Wednesday, June 30, 2004

Another post-and-run

Another day, another playdate at our place, and uh, when does summer end again?

Rambling today since I'm pressed for time. Here are a few quiet topics where I can do the post-and-run without having to worry about leaving behind a discussion filled with vitriol and blood.

WaPo discusses the fishing/hunting guys, another voting block to add to the ever-growing list of swing voters. Lessee, so far we've got young single women, the Latino voters, the Catholic voters, and a few others I can't recall. The real surprise, at least for me, was how ambivalent the fishermen/hunters are towards the two candidates. I would've thunk it was a sure slam-dunk victory for Dubya. Guess this provides more hope for a West Virginia victory for Kerry.

Speaking of West Virginia, the latest Zogby interactive poll results in the WSJ seem to be rather... um, heart-stopping. Too volatile, for my comfort, so for now, I'm staying clear of any speculation based on their schtuff. Yes, I know it's early anyway but jeez, check out West Virginia. Bush is now ahead, after changing leads with Kerry. But check out the total change from June 7th: a whopping 9.1%. Screw that. Also in Michigan, Bush leads, which calls for another WTF reaction. A pox on the Zogby interactive.

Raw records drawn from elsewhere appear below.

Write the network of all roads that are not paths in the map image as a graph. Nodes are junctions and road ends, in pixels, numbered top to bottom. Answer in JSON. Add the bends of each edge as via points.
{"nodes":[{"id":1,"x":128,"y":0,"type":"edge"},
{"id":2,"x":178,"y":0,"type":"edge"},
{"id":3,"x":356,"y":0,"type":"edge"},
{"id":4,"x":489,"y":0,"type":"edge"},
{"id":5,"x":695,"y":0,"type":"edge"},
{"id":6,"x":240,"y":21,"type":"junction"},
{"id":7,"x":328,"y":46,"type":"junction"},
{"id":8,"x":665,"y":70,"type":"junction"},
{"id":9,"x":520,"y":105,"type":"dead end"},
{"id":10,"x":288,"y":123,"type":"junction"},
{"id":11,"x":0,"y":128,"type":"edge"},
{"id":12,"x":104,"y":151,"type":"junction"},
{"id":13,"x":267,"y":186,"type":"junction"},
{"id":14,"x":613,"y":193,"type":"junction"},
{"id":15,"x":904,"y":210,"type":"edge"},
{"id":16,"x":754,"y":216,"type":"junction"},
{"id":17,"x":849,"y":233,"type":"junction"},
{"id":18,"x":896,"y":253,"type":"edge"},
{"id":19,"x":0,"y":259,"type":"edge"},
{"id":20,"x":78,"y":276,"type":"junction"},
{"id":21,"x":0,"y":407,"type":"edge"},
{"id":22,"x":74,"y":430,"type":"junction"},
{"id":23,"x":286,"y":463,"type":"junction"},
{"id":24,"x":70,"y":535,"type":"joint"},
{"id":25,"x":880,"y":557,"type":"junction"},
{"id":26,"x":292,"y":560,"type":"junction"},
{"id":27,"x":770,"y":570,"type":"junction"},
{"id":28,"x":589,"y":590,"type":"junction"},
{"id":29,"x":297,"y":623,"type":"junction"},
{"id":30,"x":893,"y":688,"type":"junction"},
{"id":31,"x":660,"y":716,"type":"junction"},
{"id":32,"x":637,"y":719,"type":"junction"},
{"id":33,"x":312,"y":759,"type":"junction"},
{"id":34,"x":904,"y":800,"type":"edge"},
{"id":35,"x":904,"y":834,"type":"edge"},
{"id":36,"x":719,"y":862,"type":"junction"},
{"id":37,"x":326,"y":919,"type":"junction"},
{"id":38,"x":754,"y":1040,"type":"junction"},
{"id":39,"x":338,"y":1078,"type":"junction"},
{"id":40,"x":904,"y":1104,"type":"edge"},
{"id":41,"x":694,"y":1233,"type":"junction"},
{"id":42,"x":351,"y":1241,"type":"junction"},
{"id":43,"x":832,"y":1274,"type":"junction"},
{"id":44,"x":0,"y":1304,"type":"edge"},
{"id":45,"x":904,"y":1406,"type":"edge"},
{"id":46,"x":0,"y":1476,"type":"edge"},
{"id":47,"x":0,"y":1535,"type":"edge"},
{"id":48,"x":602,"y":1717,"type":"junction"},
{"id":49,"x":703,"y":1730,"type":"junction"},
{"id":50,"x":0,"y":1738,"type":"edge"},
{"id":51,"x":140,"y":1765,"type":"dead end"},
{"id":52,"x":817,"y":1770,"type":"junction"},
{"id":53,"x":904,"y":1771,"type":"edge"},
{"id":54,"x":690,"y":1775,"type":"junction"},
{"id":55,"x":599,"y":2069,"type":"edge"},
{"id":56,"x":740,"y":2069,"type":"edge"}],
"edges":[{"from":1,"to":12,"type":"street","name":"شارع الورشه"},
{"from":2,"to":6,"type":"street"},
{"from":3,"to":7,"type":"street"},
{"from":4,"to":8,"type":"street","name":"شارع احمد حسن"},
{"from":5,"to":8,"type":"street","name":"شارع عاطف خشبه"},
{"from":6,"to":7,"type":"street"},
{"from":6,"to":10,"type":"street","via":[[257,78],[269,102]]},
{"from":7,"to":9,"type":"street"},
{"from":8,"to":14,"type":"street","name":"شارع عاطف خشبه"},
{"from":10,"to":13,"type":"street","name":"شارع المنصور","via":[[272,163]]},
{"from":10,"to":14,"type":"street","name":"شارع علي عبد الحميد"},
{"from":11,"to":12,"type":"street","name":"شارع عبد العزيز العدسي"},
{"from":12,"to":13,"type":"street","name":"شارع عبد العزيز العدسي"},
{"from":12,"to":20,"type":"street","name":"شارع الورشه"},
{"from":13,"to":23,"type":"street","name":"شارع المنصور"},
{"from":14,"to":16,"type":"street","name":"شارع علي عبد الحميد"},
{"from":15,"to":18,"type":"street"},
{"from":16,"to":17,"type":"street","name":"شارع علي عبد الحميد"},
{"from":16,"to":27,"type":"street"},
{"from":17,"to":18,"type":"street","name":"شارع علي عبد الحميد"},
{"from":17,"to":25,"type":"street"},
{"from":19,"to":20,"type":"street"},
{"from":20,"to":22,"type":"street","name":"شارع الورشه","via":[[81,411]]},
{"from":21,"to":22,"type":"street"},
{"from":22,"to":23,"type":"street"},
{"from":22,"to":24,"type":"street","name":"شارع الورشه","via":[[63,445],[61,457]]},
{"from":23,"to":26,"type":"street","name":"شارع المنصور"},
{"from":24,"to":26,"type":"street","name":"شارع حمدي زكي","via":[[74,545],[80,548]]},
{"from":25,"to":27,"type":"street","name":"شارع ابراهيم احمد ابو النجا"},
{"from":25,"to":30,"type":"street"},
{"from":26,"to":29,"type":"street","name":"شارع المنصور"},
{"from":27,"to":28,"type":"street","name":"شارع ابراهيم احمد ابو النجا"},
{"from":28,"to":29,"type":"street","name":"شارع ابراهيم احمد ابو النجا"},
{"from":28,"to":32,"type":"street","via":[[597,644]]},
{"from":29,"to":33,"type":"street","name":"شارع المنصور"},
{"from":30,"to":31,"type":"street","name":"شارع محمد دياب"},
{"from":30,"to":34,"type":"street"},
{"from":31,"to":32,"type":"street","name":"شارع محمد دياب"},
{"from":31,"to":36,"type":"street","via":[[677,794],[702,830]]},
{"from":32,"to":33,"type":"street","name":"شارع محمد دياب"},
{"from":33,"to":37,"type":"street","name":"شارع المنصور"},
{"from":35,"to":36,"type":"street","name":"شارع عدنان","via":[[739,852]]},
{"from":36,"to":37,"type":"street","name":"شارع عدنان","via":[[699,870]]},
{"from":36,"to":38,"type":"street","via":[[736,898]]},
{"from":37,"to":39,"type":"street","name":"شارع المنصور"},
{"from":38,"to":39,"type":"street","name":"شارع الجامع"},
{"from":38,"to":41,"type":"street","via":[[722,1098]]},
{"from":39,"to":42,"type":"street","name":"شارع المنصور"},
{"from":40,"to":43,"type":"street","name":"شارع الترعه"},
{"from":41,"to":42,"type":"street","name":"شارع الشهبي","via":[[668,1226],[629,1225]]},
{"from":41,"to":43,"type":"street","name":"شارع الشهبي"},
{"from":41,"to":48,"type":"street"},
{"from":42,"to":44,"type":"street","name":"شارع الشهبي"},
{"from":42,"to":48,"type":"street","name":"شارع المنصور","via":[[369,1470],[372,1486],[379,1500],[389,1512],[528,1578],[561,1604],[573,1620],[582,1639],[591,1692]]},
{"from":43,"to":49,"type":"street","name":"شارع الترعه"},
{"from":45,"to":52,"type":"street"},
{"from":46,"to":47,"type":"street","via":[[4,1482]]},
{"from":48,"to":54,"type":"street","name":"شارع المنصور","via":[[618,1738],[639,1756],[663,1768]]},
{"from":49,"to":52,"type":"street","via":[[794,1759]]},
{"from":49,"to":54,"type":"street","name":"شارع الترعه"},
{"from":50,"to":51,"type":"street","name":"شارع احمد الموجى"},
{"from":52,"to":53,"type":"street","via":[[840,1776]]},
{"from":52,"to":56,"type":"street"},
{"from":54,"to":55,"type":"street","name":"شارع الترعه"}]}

Finally, here's an editorial about how important it is to teach kids critical thinking skills.
A critical literacy consistently gives students permission and encouragement to question received wisdom-whether from textbooks or presidents. It develops habits of skepticism. And it also makes this approach explicit to students, helping them recognize how a critical perspective on the world differs from what they might encounter in their textbooks or on the nightly news.

Our curriculum ought to help prevent students from becoming the gullible propaganda victims that Daniel Ellsberg describes. But it's important that a critical curriculum does not itself become propaganda, simply offering conclusions and handing students anti-war positions. Our aim is not to get students to parrot our ideas, but to equip them with the thinking skills they will need for a life of democratic participation, of active citizenship.

In the long run it's this kind of teaching that will contribute to building the social movements that can combat militarism. This is the teaching that Rethinking Schools invites readers to practice.
The nightmare in my mind is having my kid go through school knowing how to take standardized tests but not know how to think critically because there wasn't enough time. A malleable and naive population of kids would grow up to be the perfect consumers for a corporate world.